A committee investigating problems in papers claiming a method to apply stress to create embryonic like cells has found the lead researcher guilty of scientific misconduct.
There are problems with the paper but so far the researchers are firmly standing behind the validity of the work. They admit the paper had flaws in terms of a diagram and image. Other researchers have had problems replicating the work. The paper will likely be retracted.

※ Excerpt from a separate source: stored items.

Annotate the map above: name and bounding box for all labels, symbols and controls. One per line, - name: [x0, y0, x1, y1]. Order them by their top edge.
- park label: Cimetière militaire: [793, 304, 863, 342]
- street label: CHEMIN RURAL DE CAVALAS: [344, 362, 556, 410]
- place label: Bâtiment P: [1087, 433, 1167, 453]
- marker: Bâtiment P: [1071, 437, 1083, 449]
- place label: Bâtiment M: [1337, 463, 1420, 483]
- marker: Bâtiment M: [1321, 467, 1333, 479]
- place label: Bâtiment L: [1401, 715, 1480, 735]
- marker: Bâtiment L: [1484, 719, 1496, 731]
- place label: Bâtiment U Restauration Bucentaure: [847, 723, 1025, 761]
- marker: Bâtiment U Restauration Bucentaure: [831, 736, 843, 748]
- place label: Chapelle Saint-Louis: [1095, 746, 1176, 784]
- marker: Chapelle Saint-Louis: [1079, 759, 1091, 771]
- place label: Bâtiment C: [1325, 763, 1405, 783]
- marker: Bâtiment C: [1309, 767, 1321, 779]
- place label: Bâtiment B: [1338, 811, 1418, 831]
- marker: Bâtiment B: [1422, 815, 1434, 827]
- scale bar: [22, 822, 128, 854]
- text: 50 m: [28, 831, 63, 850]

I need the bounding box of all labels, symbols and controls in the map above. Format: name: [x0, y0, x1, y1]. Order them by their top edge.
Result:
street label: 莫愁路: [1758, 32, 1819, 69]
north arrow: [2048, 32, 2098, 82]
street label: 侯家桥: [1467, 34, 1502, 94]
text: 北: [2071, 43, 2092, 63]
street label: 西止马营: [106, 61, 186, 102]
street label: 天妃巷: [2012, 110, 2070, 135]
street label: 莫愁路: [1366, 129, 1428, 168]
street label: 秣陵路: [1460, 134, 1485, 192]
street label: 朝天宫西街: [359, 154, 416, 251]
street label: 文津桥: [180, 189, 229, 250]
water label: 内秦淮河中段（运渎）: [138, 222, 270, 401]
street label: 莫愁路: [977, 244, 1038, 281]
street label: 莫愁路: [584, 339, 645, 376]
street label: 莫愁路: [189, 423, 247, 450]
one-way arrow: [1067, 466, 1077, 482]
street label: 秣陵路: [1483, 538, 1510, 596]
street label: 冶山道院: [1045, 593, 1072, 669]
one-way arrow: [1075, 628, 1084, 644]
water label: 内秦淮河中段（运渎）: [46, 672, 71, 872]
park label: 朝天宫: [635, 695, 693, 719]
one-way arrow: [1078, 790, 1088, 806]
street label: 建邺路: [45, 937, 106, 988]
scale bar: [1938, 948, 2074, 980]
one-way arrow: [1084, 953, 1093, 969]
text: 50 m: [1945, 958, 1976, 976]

The judgement is the latest twist — but not the final word — in the bizarre story of stimulus-triggered activation of pluripotency (STAP), a method that researchers at the RIKEN Center for Developmental Biology (CDB) in Kobe, Japan, still say is able to turn ordinary mature mouse cells into cells that share embryonic stem cells’ capacity to turn into all of the body’s cells.
A six-person committee — three RIKEN scientists, two university researchers and a lawyer — looked at six problems. Four were dismissed as innocent errors, but in two cases the committee found that Obokata had manipulated data in an intentionally misleading fashion. They branded it scientific misconduct.
One problem concerned a figure showing electrophoresis gels. One lane in a diagram had been swapped for another. Obokata says that she made the switch because the other lane was clearer and she did not think it a problem. The committee found the swap to be intentionally misleading manipulation.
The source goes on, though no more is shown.